Observability Stack¶
This document describes the technical observability stack for nais-system Features.
Overview¶
Observability in nais has two parallel stacks, one for nais-system and one for tenant applications. Both stacks are based on the same components but have different configurations.
---
config:
flowchart:
defaultRenderer: elk
---
%%{init: {'theme':'dark'}}%%
flowchart
subgraph "tenant"
subgraph "dev"
prometheus-dev-nais[prometheus\nnais]
prometheus-dev-tenant[prometheus\ntenant]
end
subgraph "prod"
prometheus-prod-nais[prometheus\nnais]
prometheus-prod-tenant[prometheus\ntenant]
end
subgraph "management"
grafana-tenant[grafana.tenant.cloud.nais.io] --> prometheus-dev-tenant
grafana-tenant[grafana.tenant.cloud.nais.io] --> prometheus-prod-tenant
prometheus-management-nais["prometheus nais"]
end
end
subgraph "nais-io"
grafana-nais-io[monitoring.nais.io] --> prometheus-dev-nais
grafana-nais-io[monitoring.nais.io] --> prometheus-prod-nais
grafana-nais-io[monitoring.nais.io] --> prometheus-management-nais
end
The observability stack in nais consists of the following components:
- Alertmanager
- Grafana
- Grafana Agent
- Logging Operator
- Loki
- OpenTelemery Operator
- OpenTelemetry Collector
- prometheus Operator
- prometheus
- Tempo
OpenTelemetry Collector¶
The OpenTelemetry Collector is a vendor-agnostic, open-source telemetry collector that can be used to collect, process, and export telemetry data. It is a powerful tool that can be used to collect logs, metrics, and traces from a variety of sources and export them to a variety of destinations.

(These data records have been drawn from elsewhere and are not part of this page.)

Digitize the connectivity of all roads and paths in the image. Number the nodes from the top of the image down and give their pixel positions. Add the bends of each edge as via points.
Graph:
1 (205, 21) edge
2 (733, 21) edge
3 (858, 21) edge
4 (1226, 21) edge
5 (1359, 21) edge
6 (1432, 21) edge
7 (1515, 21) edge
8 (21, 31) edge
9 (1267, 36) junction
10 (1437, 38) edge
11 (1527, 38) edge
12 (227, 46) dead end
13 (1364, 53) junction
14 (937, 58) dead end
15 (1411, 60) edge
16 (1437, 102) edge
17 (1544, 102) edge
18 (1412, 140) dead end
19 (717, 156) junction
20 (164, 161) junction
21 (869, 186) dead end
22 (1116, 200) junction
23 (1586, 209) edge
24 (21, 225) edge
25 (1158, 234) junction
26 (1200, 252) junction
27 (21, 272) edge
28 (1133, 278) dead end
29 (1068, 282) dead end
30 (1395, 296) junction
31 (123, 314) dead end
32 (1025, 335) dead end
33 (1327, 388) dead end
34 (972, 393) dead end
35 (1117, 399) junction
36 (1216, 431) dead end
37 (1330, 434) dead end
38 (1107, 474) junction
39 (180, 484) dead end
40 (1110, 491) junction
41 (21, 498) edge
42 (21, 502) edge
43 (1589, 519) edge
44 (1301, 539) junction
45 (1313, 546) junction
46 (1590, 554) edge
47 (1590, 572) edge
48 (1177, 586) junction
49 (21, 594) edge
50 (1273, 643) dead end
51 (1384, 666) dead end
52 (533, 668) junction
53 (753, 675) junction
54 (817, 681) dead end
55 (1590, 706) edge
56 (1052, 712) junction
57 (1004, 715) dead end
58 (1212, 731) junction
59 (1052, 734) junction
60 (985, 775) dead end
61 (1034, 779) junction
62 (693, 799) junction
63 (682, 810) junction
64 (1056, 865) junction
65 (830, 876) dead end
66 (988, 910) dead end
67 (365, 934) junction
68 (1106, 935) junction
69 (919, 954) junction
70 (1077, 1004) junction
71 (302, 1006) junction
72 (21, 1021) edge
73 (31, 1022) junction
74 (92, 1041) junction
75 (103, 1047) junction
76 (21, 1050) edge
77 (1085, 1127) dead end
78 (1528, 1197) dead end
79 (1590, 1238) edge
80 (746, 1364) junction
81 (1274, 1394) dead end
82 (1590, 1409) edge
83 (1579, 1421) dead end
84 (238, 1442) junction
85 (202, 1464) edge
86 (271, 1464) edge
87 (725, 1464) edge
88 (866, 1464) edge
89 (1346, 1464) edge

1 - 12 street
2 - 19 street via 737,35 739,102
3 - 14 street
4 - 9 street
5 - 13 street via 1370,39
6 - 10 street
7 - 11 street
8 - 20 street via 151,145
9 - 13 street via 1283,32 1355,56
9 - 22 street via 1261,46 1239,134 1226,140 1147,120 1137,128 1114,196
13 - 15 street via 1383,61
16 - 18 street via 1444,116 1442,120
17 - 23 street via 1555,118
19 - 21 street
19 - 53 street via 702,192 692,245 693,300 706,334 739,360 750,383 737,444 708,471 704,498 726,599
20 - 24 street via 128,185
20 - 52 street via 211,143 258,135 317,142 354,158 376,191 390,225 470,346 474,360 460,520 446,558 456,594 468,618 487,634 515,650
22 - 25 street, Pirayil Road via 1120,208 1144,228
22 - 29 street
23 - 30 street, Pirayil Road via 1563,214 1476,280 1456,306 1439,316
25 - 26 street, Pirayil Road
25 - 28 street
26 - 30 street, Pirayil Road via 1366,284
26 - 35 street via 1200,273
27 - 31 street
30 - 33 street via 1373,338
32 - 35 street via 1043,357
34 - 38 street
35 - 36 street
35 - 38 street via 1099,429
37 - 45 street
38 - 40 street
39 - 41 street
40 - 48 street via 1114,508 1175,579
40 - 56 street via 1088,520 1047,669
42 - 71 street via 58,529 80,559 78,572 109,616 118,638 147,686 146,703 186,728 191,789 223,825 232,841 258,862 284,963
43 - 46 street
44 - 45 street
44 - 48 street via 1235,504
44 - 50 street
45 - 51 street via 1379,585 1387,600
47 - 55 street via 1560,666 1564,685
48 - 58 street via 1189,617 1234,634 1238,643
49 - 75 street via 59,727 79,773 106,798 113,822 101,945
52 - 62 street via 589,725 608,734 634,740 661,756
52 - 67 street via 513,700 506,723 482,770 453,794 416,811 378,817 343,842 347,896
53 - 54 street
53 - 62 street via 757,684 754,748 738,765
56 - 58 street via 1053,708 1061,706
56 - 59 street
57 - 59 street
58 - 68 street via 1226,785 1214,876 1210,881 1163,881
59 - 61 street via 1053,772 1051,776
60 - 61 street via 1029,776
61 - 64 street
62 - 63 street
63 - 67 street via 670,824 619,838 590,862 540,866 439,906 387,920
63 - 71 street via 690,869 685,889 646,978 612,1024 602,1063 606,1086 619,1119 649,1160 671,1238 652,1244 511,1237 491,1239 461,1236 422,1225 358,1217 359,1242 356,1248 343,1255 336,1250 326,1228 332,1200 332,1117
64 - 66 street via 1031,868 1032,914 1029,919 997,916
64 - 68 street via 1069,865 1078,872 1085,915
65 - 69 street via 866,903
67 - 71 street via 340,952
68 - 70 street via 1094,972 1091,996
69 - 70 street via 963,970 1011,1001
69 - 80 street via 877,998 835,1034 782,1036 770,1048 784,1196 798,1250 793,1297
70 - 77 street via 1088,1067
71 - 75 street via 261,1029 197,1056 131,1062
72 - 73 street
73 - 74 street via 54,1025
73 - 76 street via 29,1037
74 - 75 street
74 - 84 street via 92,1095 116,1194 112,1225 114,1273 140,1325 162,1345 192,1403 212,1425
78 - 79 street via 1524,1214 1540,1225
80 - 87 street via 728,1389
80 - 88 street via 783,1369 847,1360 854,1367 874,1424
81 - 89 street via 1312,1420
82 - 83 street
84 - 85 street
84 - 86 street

OpenTelemetry Collector implements the OpenTelemetry protocol (OTLP) which is a standard for transmitting telemetry data.
graph LR
Feature[Feature]
OtelCollector[Collector]
Loki
prometheus
Tempo
Feature -- otlp --> OtelCollector
OtelCollector -- traces --> Tempo
OtelCollector -- logs --> Loki
OtelCollector -- metrics --> prometheus
Tempo -- query --> Grafana
Loki -- query --> Grafana
prometheus -- query --> Grafana
graph LR
Feature[Feature]
OtelCollector[Collector]
LoggingOperator
Loki
prometheus
Tempo
Feature -- traces --> OtelCollector
Feature -- stdout/stderr --> LoggingOperator
LoggingOperator -- forward --> Loki
Feature -- scrape --> prometheus
OtelCollector -- traces --> Tempo
Tempo -- query --> Grafana
Loki -- query --> Grafana
prometheus -- query --> Grafana
Endpoints¶
The OpenTelemetry Collector exposes the following endpoints:
Endpoint | Description |
---|---|
http://opentelemetry-management-collector:4317 |
Internal endpoint for features in nais-system namespace. |
https://collector-internet.<tenant>.cloud.nais.io |
Internet exposed endpoint for things running outside of nais. |
Fasit features can use environment values in Feature.yaml
to get the correct OpenTelemetry config without hardcoding the endpoint.
Feature.yaml
Tenant Clusters¶
All nais clusters have a dedicated OpenTelemetry Collector instance running in the nais-system
. Tenant clusters forwards to management cluster using the otlp-http
endpoint so that all telemetry data from nais-system is collected in a single place.
---
config:
flowchart:
defaultRenderer: elk
---
%%{init: {'theme':'dark'}}%%
flowchart
subgraph "management"[Management Cluster]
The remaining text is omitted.